The innovative aspects of the curriculum are as follows: the use of Gynecologic Teaching Associates who are women trained and paid to serve as standardized patients for medical students in pelvic exam. We were able to utilize these women in breast and nipple assessment. We also were able to 3D print various breast models out of silicone that had varied nipple shapes and issues. These were very useful for assessment and discussion. Next, using the LiquidGoldConcept Lactation simulation Model and a standardized patient who wore it; we were able to role play various scenarios in breastfeeding management. Most importantly, we recruited and paid a large number of mother/infant pairs that had various breastfeeding issues and the Lactation consultants were able to demonstrate and have participants assess and manage these issues.
Participants completed evaluations of the course specifically with respect to interactivity and the opportunity to practice clinical skills. The participants also evaluated the usefulness of the LiquidGoldConcept Lactation Simulation Model, the use of the 3D breast models, the use of the Gynecologic Teaching Associates and the use of the real mothers and babies in enhancing the learning.
Results: Approximately 80 participants took part in the Breastfeeding Clinical Day workshop. The response to the highly interactive and hands‐on workshop was overwhelmingly positive. Respondents unanimously agreed that the LiquidGoldConcept Lactation Simulation Model, 3D breast models, Gynecologic Teaching Associates and Recruited mother/baby pairs greatly enhance learning. The participants appreciated the active nature of the workshop as that more accurately reflects the clinical setting rather than sitting in a lecture. The varied sessions and topics reinforced and complemented each breastfeeding issue. We were unable to evaluate knowledge and skill as this was the first offering for this workshop but that will be added to the next offering.
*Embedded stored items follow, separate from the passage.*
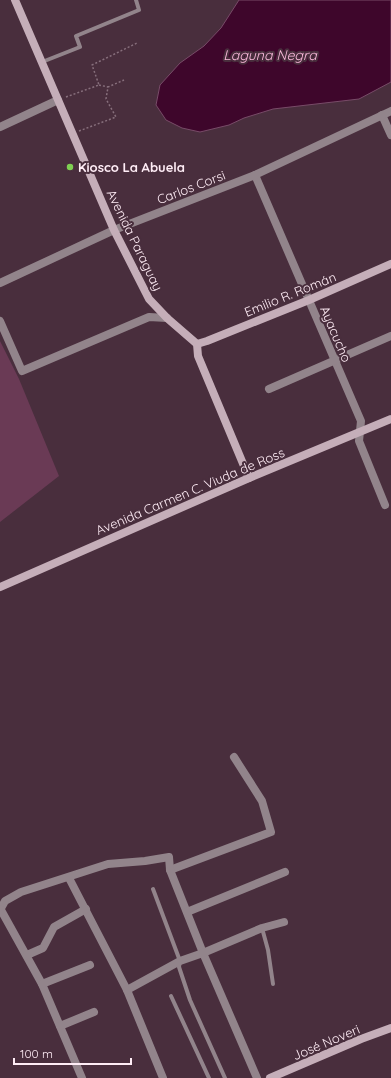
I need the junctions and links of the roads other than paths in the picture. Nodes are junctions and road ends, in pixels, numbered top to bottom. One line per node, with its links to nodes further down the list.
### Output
1 (15, 0): 3 (street, Avenida Paraguay)
2 (136, 0): 3 (lane)
3 (42, 62): 4 (street, Avenida Paraguay)
4 (58, 100): 7 (street); 10 (street, Avenida Paraguay)
5 (391, 111): 6 (street, Carlos Corsi)
6 (382, 115): 8 (street); 9 (street, Carlos Corsi)
7 (0, 127)
8 (391, 135)
9 (255, 175): 10 (street, Carlos Corsi); 13 (street, Ayacucho)
10 (114, 230): 12 (street, Carlos Corsi); 14 (street, Avenida Paraguay)
11 (391, 264): 13 (street, Emilio R. Román)
12 (0, 283)
13 (309, 300): 17 (street, Emilio R. Román); 18 (street, Ayacucho)
14 (167, 318): 15 (street); 17 (street, Avenida Paraguay)
15 (0, 321)
16 (391, 336): 18 (street)
17 (197, 344): 22 (street)
18 (334, 360): 19 (street); 21 (street, Ayacucho)
19 (269, 390)
20 (391, 419): 21 (street, Avenida Carmen C. Viuda de Ross)
21 (360, 432): 22 (street, Avenida Carmen C. Viuda de Ross); 23 (street, Ayacucho)
22 (248, 478): 24 (street, Avenida Carmen C. Viuda de Ross)
23 (385, 505)
24 (0, 587)
25 (234, 757): 26 (street)
26 (170, 870): 28 (street); 32 (street)
27 (285, 872): 32 (street)
28 (69, 878): 30 (street); 31 (street)
29 (152, 889): 37 (lane)
30 (86, 909): 36 (street); 41 (street)
31 (0, 910): 36 (street)
32 (187, 912): 35 (street)
33 (284, 922): 34 (street)
34 (262, 928): 35 (street); 40 (lane)
35 (203, 953): 37 (street); 50 (street)
36 (27, 955): 39 (street)
37 (180, 961): 41 (street); 49 (lane)
38 (90, 965): 39 (street)
39 (42, 984): 44 (street)
40 (273, 984)
41 (127, 990): 47 (street)
42 (171, 996): 48 (lane)
43 (94, 1012): 44 (street)
44 (60, 1026): 46 (street)
45 (391, 1028): 51 (street, José Noveri)
46 (82, 1078)
47 (163, 1078)
48 (209, 1078)
49 (225, 1078)
50 (257, 1078)
51 (270, 1078)

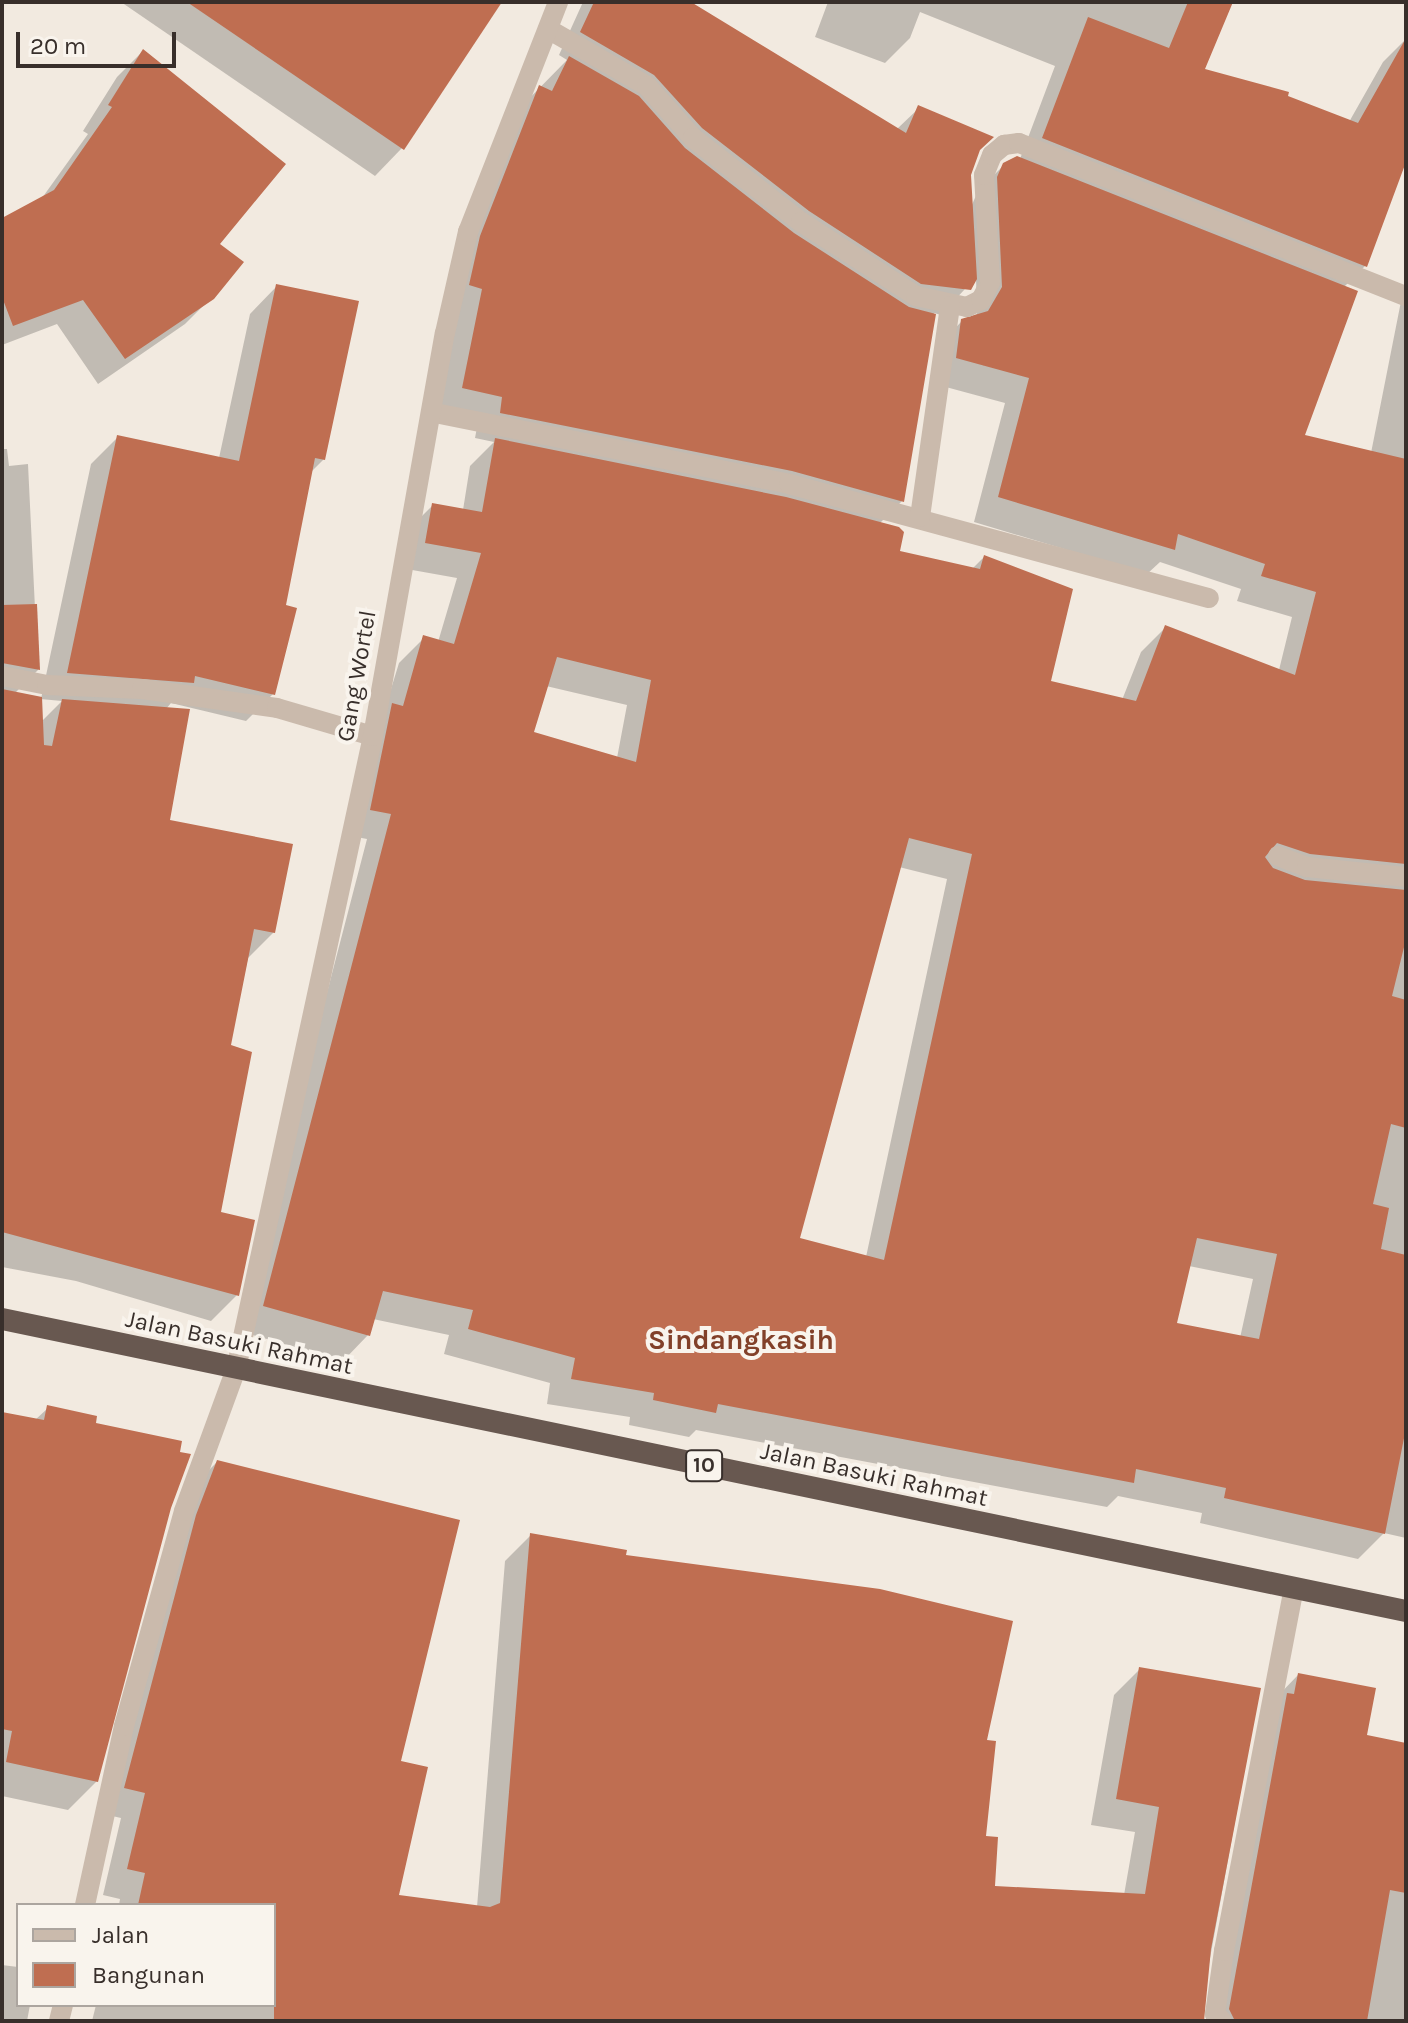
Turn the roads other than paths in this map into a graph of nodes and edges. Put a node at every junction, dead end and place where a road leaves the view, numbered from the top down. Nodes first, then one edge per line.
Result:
1 (558, 2) edge
2 (548, 29) junction
3 (1406, 296) edge
4 (950, 306) junction
5 (435, 413) junction
6 (920, 517) junction
7 (1209, 598) dead end
8 (2, 676) edge
9 (373, 736) junction
10 (1278, 856) dead end
11 (1406, 877) edge
12 (2, 1319) edge
13 (236, 1369) junction
14 (1294, 1588) junction
15 (1406, 1611) edge
16 (85, 1903) edge
17 (1222, 2021) edge

1 - 2 street, Gang Wortel
2 - 4 street
2 - 5 street, Gang Wortel
3 - 4 street
4 - 6 street
5 - 6 street
5 - 9 street, Gang Wortel
6 - 7 street
8 - 9 street
9 - 13 street, Gang Wortel
10 - 11 street
12 - 13 highway, Jalan Basuki Rahmat / 10
13 - 14 highway, Jalan Basuki Rahmat / 10
13 - 16 street, Gang Wortel
14 - 15 highway, Jalan Basuki Rahmat / 10
14 - 17 street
Conclusions: Breastfeeding education is crucial in order to properly support mothers in their breastfeeding journey. Lack of knowledge and skill can be a detriment to success. It is critical to create effective and efficient methods of teaching breastfeeding management. All areas of clinical care are moving to a competency based curriculum model. Lactation education must make use of new technologies and methodologies in order to ensure practitioners have all the skills required to assist mothers in the clinical setting. This innovative workshop made use of simulation based medical education techniques to ensure a high level of interactivity and hands‐on learning. Participants were overwhelmingly positive about the use of the LiquidGoldConcept Lactation Simulation Model, 3D breast models, Gynecologic Teaching Associates and Recruited mother/baby pairs to enhance learning. Next steps will be to use the simulation tools in assessment. This may allow for the development of more robust curriculum and assessment tools in the education of new lactation practitioners.